Engineering industry had a negligible share in GDP at the time of independence, it gained in importance ever since rigorous planning regime commenced in 1951. Based on the soviet experience in 1930’s, Indian policy makers believed that the development of indigenous technological capacity and self-sustaining economy would go hand in hand. Therefore, one of the objectives of the Indian planning was to promote heavy machinery building industry. In India, increasing the per-capita income through income redistribution had become extremely difficult and hence the only option left open for increasing per-capita income, employment and through these consumption, was to substantially increase the levels of output (Matthews, 1988). However, the big question was why the output levels had been low in the initial period? From the planners’ point of view, the reasons were low level of investment and poor quality of capital goods. In the Nehru-Mahalanobis growth model, there was an important distinction made between two types of capital goods i.e. (a) those that produce consumer goods and (b) those that produce capital goods. As the objective of the planners was to achieve long term growth, more weightage was given to the second category i.e. ‘machines producing machines’. The Nehru-Mahalanobis state-dominated industrialization model was followed in India for nearly 40 years.

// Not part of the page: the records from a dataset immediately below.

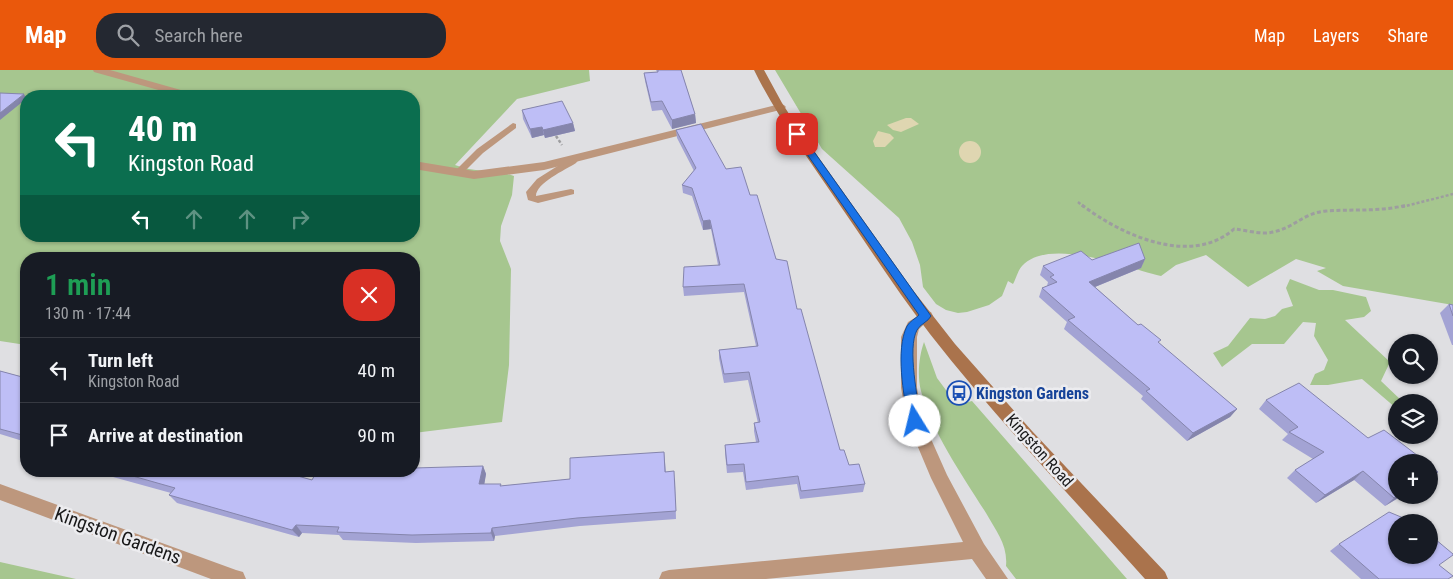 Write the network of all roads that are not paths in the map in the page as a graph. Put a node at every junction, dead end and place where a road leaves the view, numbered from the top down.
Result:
1 (98, 70) edge
2 (759, 70) edge
3 (170, 90) edge
4 (780, 107) junction
5 (513, 126) dead end
6 (575, 158) junction
7 (420, 166) edge
8 (458, 174) junction
9 (571, 192) dead end
10 (926, 316) junction
11 (0, 492) edge
12 (977, 550) junction
13 (236, 579) edge
14 (669, 579) edge
15 (998, 579) edge
16 (1158, 579) edge

1 - 3 street
2 - 4 main road, Kingston Road
4 - 6 street
4 - 10 main road, Kingston Road
5 - 8 lane
6 - 8 street
6 - 9 lane
7 - 8 street
10 - 12 street
10 - 16 main road, Kingston Road
11 - 13 street, Kingston Gardens
12 - 14 street
12 - 15 street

However, since the mid 1980s, the Government of India shifted its policy focus from the macro-economic fundamentals towards growth promotion in the sense that it moved away from the state interventions and import substitution to one of a flexible industrial regime. In view of the rapid liberalization process, the Indian firms were facing strong competitive pressures from within the country as well as from outside. Hence, the reform process in India was initiated in the mid 1980’s which gained momentum in the 1990’s with major changes effected in trade and industrial policies, leading to significant developments in the Indian market.

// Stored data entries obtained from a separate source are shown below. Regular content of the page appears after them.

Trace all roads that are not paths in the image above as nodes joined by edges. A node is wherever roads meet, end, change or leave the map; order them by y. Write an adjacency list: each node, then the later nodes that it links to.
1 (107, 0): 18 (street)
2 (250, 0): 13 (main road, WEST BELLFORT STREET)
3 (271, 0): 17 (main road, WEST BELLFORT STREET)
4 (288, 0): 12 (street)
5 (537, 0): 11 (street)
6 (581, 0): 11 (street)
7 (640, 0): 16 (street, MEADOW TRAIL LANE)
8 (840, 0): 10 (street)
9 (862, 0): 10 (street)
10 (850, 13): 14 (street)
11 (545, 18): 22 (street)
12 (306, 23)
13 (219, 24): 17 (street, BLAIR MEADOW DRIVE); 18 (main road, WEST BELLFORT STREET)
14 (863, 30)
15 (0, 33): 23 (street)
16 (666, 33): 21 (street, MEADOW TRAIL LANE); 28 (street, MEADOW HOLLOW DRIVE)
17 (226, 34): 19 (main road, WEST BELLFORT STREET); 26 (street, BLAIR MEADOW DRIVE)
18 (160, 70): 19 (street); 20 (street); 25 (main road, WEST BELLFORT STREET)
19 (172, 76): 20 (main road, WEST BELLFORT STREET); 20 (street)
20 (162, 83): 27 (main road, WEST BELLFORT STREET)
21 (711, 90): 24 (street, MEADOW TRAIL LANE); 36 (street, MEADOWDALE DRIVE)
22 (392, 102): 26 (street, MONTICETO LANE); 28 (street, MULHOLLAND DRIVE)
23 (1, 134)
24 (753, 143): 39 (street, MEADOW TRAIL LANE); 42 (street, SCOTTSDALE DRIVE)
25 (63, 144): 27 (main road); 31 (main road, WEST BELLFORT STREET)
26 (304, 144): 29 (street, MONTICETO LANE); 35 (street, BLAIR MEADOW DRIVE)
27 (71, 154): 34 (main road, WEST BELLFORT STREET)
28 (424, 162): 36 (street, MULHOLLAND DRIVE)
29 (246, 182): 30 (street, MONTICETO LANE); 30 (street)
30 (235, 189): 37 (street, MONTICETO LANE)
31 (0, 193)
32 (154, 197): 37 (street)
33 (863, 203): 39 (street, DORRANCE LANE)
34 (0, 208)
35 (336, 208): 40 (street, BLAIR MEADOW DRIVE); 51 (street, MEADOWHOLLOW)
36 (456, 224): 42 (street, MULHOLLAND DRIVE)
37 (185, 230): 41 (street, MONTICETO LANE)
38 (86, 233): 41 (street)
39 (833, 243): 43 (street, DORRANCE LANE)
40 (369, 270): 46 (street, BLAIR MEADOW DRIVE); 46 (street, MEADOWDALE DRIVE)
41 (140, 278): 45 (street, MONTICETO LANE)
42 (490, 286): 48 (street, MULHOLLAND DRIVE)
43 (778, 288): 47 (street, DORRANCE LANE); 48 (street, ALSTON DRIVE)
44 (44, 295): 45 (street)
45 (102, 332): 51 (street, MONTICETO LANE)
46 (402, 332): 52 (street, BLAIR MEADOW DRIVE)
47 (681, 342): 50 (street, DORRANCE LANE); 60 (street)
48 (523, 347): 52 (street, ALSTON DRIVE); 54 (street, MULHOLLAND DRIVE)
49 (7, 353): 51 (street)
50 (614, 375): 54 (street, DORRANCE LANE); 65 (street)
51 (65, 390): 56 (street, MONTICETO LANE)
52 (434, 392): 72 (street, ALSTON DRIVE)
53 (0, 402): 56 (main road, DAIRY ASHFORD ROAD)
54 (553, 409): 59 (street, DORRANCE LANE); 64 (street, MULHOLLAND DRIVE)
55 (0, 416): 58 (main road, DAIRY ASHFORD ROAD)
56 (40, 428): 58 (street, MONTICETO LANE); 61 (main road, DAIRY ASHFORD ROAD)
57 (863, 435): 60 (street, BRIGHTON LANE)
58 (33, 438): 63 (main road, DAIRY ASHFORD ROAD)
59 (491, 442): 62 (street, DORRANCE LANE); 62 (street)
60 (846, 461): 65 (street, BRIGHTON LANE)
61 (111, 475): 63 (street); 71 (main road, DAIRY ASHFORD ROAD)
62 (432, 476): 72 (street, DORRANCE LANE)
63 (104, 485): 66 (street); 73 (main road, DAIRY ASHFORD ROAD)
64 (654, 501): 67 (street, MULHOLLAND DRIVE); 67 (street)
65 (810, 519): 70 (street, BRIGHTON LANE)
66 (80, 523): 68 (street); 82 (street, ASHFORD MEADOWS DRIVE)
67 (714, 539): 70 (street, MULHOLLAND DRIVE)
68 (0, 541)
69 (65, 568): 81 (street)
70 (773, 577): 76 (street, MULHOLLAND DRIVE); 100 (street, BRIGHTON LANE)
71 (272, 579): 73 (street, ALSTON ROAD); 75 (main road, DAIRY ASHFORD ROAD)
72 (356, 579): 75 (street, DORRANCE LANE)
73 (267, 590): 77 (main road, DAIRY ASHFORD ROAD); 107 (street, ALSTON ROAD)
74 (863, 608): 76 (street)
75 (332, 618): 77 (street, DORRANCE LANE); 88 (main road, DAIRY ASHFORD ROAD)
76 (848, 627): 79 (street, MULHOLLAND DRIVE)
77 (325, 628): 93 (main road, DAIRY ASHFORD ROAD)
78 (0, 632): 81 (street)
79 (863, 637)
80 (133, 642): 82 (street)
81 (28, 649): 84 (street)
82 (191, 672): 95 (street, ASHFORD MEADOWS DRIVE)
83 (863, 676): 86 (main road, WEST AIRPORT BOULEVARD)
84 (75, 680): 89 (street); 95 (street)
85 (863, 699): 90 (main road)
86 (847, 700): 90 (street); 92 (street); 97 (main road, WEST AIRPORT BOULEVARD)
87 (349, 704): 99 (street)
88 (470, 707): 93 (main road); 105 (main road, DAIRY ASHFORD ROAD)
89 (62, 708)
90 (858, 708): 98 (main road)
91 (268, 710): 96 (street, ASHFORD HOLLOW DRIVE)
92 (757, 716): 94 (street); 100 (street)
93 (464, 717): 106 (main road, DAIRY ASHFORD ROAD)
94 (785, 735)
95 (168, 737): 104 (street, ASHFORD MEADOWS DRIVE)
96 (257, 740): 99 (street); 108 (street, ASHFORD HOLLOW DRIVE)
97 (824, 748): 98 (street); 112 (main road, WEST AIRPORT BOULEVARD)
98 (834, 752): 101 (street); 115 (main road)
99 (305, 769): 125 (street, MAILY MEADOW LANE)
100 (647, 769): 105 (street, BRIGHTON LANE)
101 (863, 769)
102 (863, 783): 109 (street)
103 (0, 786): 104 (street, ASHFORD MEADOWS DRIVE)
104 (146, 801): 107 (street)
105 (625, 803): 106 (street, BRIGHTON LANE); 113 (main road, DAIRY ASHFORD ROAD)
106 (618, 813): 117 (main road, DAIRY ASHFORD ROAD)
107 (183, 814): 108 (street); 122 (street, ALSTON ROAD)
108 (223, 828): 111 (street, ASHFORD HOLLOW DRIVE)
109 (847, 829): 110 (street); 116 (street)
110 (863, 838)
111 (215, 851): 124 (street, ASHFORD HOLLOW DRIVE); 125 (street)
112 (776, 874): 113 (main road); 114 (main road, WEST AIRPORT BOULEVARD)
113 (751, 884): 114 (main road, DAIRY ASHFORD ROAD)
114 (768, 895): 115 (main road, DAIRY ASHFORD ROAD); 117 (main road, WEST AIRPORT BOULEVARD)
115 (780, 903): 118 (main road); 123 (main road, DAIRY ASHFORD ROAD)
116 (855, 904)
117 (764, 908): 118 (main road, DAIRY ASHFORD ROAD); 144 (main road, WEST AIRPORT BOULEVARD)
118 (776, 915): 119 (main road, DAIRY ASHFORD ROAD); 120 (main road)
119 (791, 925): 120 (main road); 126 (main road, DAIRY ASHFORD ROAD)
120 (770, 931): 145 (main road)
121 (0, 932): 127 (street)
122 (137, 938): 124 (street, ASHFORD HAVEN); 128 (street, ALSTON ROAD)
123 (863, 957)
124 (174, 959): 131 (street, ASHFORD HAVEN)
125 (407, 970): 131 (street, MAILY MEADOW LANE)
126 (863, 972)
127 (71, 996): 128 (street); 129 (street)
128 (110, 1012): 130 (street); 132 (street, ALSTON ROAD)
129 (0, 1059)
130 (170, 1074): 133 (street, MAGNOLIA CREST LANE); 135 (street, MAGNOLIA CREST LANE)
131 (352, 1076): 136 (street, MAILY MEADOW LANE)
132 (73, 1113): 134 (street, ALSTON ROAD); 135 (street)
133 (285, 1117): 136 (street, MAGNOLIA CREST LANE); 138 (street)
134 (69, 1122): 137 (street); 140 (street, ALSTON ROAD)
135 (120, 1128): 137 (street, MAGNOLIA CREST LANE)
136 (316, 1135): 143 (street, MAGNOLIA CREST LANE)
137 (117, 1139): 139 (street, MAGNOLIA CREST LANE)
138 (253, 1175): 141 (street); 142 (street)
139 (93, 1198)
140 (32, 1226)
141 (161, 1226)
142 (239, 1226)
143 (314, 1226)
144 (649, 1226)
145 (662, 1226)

A number of empirical studies have examined the impact of the liberalization process on the Indian industries in general and the performance of capital goods sector in particular (Mani, 1998; Nagraj, 2002, 2003; Balakrishnan and Suresh Babu, 2003). The engineering industry is a part of the capital goods industry. Many of the earlier studies, which had focused on the capital goods industry, claim that this industry got severely affected since mid 1980’s due to liberalization policies like reduction in tariff rates and liberal trade policy or import of second hand machinery (Desai 2001). The reason for such apprehension relates to the lack of technological competitiveness from the domestic firms given that growth of this industry in India was dependent on in protective environment (monopolistic/ Oligopolistic) with a predominant presence of the public sector. The specific characteristics of technology prevailing in this industry also raised doubts about its growth because of liberalization.

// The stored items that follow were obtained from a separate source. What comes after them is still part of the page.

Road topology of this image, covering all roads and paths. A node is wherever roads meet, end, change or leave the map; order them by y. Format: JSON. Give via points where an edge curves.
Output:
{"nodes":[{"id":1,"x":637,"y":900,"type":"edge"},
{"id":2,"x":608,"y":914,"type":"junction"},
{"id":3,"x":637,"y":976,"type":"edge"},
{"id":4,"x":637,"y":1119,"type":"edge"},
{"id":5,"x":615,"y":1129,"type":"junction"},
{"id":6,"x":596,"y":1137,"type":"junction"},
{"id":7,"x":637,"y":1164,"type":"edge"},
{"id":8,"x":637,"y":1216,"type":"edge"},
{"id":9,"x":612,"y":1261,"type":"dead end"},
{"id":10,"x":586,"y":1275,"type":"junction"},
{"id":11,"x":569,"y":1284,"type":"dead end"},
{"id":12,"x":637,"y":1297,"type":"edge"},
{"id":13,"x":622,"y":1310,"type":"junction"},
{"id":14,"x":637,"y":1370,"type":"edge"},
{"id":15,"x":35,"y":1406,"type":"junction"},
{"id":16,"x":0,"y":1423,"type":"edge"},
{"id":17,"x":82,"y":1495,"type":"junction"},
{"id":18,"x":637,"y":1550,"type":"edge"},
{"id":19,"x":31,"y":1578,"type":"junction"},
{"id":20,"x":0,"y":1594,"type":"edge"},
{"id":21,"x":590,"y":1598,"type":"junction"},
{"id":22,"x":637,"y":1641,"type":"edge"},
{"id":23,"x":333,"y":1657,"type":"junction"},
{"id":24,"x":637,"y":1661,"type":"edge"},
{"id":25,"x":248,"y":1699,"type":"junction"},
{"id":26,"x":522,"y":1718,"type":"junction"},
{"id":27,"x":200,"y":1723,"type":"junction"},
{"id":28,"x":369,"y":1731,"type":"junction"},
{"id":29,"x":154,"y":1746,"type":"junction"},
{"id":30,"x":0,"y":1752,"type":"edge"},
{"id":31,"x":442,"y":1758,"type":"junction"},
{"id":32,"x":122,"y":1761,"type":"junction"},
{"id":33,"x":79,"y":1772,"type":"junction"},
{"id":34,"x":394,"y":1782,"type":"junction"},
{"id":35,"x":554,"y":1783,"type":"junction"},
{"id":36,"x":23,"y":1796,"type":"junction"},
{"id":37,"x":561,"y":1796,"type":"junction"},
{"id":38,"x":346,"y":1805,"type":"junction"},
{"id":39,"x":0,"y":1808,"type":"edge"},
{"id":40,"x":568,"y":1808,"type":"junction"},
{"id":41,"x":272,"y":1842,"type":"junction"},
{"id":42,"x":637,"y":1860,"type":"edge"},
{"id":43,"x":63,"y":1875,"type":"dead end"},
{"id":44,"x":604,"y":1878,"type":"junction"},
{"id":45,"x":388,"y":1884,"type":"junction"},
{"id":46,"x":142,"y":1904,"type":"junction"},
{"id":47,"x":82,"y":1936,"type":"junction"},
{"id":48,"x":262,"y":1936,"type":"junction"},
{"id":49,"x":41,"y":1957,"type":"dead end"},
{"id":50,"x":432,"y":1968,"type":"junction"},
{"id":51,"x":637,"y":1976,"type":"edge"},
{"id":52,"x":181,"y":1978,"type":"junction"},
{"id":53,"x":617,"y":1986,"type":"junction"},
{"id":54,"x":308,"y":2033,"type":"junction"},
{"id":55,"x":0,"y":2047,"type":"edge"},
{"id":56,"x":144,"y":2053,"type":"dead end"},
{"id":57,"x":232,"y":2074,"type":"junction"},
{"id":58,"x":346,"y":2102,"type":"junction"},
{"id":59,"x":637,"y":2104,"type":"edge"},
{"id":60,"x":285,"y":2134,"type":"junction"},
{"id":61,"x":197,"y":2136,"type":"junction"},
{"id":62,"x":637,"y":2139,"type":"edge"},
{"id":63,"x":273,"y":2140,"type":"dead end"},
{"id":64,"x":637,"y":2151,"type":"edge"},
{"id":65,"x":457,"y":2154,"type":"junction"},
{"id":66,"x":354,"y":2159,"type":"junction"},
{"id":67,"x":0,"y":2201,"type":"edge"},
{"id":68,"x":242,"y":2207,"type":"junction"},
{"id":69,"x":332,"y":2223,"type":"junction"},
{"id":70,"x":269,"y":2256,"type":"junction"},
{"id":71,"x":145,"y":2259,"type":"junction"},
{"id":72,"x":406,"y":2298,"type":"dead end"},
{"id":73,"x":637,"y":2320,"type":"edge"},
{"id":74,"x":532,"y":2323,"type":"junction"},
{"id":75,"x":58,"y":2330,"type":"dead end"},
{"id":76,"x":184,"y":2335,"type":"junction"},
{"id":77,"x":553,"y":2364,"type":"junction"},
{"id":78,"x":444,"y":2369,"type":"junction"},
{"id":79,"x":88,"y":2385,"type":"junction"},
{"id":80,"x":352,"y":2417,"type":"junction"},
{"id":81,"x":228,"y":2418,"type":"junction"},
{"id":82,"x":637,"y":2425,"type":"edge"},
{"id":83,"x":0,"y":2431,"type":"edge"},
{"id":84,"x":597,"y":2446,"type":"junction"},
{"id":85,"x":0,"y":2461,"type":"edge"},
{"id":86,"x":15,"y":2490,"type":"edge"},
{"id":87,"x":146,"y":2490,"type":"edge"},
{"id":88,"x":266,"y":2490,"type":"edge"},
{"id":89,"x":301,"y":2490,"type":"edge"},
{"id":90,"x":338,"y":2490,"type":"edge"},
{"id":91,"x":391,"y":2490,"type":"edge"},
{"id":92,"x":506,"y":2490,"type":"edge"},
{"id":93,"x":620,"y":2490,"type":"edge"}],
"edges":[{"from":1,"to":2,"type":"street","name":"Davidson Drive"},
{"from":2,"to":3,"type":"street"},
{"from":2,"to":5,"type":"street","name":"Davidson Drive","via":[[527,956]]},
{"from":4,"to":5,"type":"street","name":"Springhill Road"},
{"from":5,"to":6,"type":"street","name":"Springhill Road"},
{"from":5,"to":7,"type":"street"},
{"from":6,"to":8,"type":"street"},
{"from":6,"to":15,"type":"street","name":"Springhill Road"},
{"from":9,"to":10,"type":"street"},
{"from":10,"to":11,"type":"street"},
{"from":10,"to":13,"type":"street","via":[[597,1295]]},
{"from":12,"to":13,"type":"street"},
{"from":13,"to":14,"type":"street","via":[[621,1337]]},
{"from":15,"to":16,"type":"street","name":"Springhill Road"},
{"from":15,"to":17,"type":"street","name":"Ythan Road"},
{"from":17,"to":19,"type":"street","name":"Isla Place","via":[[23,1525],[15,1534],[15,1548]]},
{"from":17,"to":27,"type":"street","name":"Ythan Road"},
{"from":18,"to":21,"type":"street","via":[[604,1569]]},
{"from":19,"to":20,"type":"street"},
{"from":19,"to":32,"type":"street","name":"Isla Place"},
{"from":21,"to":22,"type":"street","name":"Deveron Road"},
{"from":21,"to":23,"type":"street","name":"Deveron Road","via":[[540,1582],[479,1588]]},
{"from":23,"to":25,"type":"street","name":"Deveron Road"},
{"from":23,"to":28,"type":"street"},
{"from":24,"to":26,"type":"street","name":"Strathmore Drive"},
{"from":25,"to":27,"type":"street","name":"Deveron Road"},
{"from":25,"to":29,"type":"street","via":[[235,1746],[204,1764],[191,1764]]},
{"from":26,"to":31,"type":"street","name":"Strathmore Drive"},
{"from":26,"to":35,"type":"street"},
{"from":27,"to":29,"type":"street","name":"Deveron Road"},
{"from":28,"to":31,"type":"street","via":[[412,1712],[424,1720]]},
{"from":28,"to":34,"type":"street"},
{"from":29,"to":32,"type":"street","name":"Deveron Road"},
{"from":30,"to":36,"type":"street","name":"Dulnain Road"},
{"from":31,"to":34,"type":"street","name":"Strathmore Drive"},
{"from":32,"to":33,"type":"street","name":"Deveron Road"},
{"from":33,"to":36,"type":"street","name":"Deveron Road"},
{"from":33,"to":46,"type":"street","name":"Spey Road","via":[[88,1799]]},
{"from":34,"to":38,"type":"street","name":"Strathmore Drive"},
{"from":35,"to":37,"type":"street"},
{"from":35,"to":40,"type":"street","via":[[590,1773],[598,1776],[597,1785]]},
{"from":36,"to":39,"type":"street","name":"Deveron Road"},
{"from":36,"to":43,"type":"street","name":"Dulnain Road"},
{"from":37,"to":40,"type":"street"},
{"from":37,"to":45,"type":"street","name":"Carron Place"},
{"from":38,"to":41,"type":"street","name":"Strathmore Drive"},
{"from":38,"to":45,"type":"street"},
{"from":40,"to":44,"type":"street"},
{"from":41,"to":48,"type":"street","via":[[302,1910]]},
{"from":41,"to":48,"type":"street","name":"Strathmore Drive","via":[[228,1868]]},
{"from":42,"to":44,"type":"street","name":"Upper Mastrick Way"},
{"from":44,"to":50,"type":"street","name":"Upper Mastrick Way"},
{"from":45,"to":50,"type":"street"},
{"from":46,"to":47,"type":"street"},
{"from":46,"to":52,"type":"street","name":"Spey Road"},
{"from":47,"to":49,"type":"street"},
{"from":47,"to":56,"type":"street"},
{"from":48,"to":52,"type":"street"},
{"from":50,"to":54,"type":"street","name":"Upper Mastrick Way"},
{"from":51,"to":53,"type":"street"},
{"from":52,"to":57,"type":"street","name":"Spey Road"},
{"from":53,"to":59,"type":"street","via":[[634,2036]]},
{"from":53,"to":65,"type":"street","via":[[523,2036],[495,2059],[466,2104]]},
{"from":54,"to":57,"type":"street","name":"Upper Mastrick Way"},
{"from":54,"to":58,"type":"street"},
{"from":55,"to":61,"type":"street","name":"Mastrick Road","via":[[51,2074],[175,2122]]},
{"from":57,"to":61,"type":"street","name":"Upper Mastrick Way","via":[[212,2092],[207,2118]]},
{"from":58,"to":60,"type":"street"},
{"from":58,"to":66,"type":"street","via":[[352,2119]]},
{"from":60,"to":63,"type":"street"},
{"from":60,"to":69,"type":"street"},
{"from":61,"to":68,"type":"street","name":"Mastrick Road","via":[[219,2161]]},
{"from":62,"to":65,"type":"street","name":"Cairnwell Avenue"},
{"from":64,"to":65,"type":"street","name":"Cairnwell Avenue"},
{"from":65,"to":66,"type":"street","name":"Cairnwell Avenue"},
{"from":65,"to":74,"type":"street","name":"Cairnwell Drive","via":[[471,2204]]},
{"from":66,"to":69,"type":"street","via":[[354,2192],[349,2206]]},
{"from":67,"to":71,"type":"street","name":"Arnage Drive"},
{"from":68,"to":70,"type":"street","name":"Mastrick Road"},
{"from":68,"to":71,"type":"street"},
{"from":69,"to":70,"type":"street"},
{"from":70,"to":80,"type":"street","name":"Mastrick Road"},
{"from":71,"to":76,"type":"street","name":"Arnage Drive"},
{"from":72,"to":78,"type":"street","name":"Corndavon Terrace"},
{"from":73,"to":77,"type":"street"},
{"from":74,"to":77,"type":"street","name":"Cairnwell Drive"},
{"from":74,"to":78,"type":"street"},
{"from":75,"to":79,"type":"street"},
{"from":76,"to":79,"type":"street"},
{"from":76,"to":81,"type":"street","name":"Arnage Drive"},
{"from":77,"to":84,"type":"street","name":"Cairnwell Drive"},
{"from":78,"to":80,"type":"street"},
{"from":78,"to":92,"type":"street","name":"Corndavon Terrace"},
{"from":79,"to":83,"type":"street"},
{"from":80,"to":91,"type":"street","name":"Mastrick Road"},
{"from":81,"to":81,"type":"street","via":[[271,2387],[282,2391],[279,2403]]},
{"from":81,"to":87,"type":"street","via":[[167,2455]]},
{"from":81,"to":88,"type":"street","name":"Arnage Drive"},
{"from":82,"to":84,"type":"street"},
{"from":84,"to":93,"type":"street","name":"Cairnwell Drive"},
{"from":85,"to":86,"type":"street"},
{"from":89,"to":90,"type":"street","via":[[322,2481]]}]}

To compete in international markets, the engineering industry needs to focus on ‘product design and development’, as producing for a foreign market requires more technological capabilities to meet the international standards than for the domestic market. Hence, technological development is very important in developing export competitiveness. It has been argued that, the incentives to technological development in the domestic industry were missing in the initial phases of import substituting industrialization regime. It was expected that after the liberalization, due to competitive pressures the industry would try to access and adopt new technologies.